What you return should be each line of the data containing the string "butt".

[[ Data shown, beginning ]]

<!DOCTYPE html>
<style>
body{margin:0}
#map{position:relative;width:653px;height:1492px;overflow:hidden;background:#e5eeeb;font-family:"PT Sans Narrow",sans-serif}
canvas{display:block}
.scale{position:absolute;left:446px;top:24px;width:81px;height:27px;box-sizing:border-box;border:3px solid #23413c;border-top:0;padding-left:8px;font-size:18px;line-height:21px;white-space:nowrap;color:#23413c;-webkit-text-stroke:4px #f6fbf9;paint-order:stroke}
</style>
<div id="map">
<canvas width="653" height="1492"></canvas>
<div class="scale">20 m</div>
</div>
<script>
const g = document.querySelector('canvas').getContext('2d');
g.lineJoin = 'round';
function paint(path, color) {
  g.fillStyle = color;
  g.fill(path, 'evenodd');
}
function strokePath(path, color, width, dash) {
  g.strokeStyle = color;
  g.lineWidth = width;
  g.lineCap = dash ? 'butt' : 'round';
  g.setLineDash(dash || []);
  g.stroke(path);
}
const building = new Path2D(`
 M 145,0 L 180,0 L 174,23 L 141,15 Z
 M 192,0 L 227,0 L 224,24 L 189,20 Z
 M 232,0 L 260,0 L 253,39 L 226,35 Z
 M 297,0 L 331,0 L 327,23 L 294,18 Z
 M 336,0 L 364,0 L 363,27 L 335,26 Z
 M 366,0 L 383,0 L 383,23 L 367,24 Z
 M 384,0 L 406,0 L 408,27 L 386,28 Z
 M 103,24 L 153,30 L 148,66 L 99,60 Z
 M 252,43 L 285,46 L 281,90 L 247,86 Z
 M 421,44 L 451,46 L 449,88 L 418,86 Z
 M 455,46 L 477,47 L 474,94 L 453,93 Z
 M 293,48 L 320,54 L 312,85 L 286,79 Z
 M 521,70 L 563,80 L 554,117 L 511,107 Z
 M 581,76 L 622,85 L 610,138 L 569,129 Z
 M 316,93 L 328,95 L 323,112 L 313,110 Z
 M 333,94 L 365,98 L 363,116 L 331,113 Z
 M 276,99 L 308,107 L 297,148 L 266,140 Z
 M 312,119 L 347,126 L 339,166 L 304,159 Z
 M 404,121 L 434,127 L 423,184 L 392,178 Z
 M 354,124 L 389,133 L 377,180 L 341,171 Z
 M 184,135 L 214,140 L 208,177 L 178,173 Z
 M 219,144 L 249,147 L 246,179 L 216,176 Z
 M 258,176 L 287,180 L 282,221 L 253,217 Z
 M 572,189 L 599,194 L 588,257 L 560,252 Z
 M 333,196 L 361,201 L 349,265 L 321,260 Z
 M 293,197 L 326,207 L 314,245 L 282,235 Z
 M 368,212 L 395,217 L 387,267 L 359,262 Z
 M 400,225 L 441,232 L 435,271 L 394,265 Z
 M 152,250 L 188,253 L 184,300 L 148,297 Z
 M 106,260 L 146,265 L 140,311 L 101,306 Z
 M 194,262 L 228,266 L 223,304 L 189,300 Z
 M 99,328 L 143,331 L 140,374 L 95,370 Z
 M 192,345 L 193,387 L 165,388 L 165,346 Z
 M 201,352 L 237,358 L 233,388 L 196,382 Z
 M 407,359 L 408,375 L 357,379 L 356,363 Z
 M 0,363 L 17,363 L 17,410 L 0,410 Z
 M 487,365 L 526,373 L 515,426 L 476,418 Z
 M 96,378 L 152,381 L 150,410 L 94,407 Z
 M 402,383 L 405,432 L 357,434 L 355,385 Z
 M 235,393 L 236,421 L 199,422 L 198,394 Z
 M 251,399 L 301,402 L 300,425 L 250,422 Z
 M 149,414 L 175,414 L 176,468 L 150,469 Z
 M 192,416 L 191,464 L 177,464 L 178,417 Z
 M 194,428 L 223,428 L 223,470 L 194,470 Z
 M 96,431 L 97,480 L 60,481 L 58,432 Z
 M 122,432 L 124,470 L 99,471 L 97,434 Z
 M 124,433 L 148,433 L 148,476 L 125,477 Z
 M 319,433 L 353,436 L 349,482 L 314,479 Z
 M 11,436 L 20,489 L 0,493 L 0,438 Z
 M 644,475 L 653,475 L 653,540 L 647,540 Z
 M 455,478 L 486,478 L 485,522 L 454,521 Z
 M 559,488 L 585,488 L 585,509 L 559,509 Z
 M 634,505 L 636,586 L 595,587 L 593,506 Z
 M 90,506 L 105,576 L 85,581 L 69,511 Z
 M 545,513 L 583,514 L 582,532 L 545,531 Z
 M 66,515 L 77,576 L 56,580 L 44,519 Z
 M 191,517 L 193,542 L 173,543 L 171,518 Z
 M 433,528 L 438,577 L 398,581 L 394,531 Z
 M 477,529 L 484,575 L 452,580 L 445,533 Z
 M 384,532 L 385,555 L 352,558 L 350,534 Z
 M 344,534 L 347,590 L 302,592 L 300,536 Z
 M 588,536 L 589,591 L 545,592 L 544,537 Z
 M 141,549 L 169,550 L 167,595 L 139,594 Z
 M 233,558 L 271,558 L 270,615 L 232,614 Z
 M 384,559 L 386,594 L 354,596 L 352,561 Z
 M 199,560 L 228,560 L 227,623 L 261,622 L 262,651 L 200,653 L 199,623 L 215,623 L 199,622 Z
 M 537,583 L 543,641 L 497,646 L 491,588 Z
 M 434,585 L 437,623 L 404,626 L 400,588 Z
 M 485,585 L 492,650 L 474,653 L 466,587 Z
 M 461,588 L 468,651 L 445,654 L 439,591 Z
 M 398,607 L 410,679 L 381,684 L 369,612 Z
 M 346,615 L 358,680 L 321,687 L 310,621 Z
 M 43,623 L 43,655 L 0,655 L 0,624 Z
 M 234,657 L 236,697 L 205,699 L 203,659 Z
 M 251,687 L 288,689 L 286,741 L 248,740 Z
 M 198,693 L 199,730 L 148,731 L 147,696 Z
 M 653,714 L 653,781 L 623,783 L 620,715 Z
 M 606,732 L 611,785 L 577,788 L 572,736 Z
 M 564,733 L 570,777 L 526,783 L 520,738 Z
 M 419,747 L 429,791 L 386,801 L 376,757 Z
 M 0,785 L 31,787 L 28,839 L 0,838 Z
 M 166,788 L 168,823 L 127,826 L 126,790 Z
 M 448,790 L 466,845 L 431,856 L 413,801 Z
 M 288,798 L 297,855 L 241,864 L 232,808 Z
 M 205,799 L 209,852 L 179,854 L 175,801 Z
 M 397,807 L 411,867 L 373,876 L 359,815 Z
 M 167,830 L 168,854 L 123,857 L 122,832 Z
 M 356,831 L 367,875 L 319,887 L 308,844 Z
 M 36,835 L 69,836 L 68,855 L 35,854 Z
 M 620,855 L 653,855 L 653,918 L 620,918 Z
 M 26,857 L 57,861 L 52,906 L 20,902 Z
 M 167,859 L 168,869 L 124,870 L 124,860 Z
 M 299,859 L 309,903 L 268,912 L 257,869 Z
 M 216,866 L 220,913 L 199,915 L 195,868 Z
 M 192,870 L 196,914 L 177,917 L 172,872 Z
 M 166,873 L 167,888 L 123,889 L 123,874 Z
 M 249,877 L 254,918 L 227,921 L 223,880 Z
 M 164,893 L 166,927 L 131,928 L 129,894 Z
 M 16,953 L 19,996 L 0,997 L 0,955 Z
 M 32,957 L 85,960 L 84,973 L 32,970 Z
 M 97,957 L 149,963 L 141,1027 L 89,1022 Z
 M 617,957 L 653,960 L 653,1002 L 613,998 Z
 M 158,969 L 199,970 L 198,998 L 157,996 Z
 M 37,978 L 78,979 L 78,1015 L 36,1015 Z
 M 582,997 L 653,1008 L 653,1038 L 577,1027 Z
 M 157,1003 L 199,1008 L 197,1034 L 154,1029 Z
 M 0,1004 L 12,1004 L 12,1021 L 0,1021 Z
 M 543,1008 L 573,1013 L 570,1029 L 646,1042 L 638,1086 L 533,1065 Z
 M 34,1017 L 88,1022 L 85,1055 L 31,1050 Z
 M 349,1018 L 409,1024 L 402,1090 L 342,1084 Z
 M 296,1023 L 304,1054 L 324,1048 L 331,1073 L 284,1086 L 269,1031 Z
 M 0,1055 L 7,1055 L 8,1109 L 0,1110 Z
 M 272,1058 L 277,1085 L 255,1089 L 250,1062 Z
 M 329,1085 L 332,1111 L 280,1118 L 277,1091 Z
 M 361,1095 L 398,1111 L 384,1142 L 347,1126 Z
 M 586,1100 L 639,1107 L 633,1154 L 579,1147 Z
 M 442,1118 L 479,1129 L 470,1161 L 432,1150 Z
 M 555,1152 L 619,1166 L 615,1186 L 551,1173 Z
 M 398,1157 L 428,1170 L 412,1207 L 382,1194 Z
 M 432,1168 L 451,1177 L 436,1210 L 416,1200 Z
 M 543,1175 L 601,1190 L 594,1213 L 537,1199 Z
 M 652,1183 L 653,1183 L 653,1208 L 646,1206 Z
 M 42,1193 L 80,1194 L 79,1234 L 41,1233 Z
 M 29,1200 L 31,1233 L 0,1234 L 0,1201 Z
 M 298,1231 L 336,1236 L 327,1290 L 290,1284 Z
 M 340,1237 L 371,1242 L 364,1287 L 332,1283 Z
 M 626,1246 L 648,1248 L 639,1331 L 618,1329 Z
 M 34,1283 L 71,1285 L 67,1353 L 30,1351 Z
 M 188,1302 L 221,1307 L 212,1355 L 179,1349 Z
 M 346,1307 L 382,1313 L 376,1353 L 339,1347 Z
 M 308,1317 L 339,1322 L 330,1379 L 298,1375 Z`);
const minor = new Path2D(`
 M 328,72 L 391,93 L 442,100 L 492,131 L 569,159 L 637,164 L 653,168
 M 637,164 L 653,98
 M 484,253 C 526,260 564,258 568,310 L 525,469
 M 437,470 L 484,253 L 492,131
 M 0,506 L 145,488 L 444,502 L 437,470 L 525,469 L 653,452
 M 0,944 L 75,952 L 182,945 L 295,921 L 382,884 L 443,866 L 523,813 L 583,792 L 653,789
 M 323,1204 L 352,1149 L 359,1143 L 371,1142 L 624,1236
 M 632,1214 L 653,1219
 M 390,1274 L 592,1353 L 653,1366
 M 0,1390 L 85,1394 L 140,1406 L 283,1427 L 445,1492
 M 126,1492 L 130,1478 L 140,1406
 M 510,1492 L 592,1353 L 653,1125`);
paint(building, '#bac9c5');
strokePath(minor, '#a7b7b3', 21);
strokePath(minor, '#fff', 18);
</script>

[[ Data shown, end ]]
[[ Data shown, beginning ]]

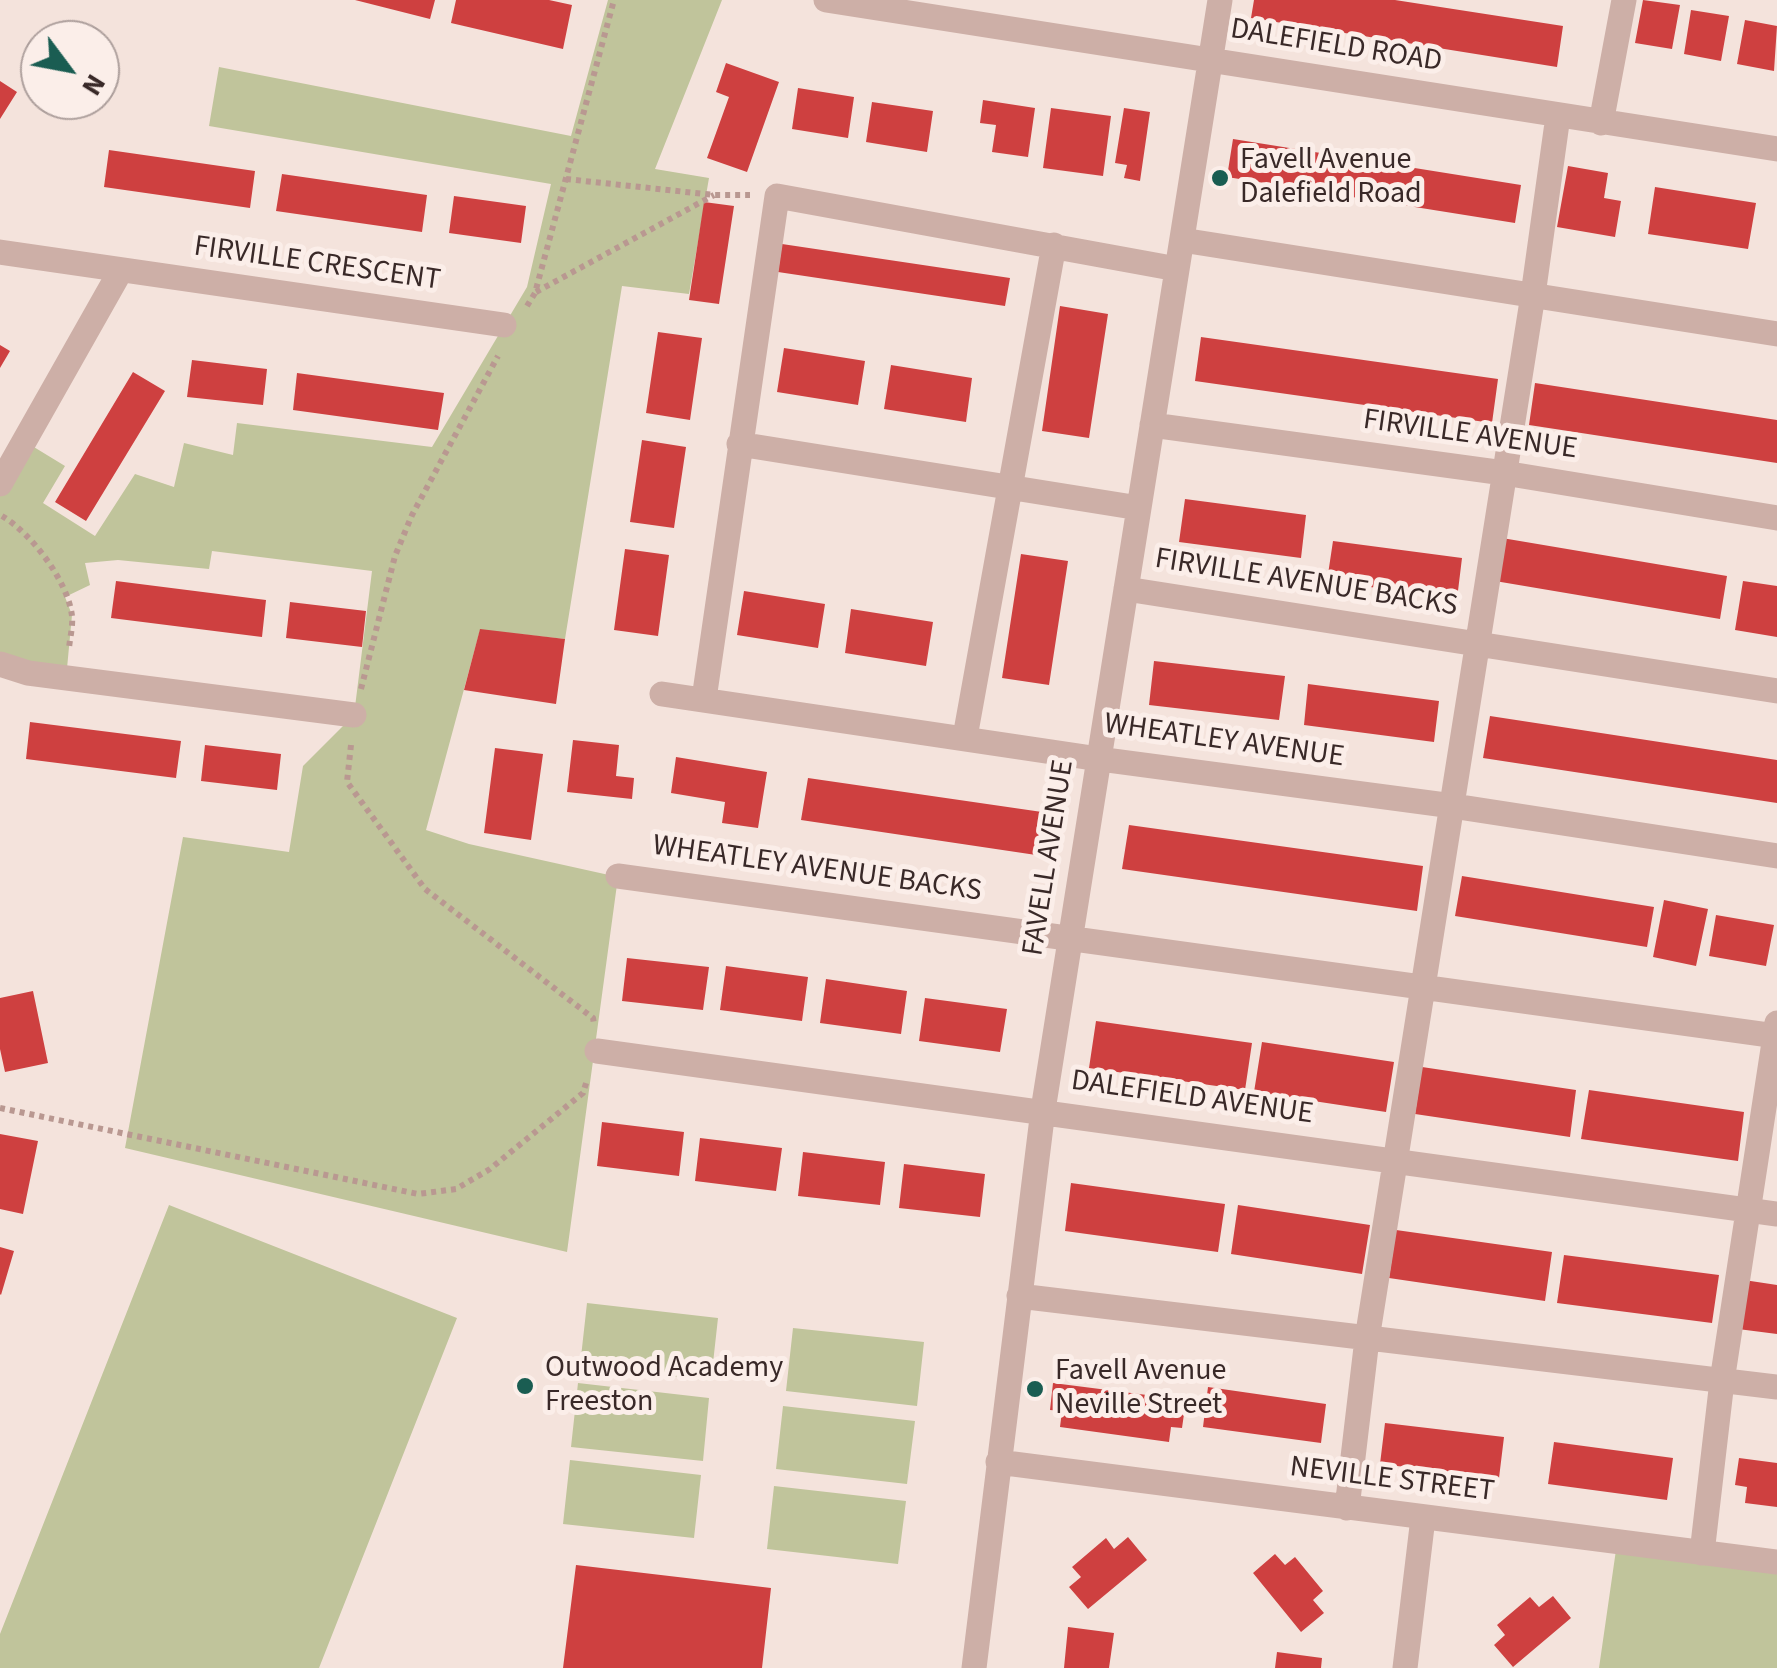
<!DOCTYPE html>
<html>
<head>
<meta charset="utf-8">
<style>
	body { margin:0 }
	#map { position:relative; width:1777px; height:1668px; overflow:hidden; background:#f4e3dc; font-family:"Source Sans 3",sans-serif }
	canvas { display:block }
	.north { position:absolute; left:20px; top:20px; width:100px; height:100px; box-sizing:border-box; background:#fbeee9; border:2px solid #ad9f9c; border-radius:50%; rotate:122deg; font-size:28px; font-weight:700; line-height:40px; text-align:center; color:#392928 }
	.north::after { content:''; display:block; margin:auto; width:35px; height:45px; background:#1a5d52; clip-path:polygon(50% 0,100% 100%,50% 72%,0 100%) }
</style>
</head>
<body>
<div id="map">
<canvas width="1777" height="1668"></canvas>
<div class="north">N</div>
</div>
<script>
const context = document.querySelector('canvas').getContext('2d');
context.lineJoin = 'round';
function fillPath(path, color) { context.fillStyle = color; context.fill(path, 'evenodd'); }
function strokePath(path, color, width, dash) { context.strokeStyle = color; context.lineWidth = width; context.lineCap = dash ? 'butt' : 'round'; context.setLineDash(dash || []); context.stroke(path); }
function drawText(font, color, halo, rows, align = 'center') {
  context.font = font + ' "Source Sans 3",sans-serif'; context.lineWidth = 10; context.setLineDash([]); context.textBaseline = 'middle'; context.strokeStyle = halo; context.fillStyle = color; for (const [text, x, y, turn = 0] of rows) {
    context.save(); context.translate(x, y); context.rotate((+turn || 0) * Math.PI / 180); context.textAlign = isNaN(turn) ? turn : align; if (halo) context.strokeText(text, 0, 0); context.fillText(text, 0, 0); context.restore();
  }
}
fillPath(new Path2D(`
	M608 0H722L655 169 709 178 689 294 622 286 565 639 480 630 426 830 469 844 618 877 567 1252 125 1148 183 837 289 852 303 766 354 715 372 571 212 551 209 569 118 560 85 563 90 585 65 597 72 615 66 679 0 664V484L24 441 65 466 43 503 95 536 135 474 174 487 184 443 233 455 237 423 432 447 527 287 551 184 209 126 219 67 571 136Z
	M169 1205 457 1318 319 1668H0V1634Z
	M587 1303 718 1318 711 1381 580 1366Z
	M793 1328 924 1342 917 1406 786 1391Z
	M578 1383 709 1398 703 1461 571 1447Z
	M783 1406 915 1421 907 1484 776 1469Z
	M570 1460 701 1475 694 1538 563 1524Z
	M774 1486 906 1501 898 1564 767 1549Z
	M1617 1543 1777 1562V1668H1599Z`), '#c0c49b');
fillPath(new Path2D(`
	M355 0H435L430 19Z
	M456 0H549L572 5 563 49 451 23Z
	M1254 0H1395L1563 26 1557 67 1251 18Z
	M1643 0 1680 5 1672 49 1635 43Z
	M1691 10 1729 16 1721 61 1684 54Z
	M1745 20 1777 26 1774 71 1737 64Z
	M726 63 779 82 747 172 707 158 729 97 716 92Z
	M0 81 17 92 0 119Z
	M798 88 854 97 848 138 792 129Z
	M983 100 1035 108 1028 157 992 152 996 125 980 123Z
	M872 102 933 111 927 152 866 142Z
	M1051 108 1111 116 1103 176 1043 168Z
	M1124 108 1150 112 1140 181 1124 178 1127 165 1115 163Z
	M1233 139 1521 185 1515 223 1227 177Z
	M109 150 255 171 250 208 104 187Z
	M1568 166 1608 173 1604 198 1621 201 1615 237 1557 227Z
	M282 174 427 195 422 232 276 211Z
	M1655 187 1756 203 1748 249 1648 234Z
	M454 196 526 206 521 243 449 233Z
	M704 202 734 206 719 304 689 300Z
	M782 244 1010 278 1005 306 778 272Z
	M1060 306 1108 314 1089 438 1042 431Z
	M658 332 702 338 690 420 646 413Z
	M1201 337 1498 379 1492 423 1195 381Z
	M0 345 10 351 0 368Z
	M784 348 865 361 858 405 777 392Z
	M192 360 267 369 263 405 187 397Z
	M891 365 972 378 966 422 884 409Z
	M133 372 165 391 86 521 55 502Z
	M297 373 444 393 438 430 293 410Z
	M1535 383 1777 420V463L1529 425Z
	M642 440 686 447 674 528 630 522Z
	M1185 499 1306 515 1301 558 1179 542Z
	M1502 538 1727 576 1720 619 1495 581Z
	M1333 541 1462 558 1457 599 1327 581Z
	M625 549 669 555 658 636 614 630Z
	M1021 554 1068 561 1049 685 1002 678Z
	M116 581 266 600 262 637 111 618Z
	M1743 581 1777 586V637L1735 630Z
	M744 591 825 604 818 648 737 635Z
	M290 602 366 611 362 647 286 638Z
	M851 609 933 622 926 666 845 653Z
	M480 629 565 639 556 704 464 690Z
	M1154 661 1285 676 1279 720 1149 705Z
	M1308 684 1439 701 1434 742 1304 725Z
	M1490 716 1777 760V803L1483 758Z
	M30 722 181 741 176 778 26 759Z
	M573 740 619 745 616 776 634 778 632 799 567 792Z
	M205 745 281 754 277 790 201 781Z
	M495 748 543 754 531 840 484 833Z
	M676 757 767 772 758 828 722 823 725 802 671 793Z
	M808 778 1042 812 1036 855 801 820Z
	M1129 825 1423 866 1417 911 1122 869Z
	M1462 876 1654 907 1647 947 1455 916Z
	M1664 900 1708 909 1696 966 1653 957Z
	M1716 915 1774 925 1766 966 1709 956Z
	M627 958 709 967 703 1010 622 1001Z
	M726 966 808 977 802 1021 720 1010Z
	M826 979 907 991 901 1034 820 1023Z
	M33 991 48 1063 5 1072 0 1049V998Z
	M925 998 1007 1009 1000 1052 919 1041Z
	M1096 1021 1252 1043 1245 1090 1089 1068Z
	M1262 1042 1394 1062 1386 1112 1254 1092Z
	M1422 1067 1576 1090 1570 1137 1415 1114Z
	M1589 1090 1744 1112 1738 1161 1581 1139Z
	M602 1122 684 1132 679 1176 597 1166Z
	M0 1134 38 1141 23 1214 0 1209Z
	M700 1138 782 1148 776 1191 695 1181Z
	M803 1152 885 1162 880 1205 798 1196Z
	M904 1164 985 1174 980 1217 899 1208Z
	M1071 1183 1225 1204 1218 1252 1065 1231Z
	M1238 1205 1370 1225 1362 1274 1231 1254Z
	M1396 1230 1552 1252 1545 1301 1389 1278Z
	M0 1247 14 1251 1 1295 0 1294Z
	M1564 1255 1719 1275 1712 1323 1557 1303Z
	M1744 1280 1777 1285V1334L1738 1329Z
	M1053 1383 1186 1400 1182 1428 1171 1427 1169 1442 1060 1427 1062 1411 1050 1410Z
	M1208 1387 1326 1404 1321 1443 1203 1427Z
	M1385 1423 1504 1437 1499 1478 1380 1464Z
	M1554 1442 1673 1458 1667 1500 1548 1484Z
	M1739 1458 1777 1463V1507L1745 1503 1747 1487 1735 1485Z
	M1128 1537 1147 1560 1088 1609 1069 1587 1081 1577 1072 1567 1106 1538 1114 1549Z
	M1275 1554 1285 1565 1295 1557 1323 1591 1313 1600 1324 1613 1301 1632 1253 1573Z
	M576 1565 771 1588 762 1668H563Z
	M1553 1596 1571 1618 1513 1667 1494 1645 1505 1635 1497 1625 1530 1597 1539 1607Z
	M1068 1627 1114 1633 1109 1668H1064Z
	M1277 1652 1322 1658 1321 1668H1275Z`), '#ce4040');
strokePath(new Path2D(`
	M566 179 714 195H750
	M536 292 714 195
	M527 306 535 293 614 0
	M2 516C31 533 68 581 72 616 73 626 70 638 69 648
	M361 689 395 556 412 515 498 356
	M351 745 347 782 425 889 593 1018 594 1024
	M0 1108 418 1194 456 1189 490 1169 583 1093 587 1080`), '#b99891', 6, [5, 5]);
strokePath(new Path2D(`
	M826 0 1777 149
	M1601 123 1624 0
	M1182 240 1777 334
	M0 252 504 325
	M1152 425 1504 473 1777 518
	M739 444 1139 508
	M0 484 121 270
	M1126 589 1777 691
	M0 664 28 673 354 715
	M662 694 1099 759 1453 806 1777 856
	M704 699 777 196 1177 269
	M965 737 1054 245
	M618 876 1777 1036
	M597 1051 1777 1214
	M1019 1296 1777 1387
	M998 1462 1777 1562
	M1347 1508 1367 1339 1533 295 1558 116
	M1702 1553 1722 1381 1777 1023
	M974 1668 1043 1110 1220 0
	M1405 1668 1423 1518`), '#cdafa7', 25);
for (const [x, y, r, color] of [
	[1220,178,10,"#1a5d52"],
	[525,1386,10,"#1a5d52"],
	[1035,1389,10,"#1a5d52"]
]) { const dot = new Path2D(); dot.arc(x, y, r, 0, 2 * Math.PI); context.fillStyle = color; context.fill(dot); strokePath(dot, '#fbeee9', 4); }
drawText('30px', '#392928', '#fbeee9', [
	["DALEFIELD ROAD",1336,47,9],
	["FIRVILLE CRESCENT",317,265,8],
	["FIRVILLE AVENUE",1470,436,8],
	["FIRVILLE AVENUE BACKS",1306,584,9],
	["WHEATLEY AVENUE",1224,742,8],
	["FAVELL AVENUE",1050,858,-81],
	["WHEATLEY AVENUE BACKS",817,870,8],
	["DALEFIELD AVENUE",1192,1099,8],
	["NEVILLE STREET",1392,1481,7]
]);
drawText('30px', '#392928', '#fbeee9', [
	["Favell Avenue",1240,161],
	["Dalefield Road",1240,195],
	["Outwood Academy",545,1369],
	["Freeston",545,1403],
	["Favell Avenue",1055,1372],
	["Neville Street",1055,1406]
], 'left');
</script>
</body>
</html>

[[ Data shown, end ]]

=== Written reply ===
  g.lineCap = dash ? 'butt' : 'round';
function strokePath(path, color, width, dash) { context.strokeStyle = color; context.lineWidth = width; context.lineCap = dash ? 'butt' : 'round'; context.setLineDash(dash || []); context.stroke(path); }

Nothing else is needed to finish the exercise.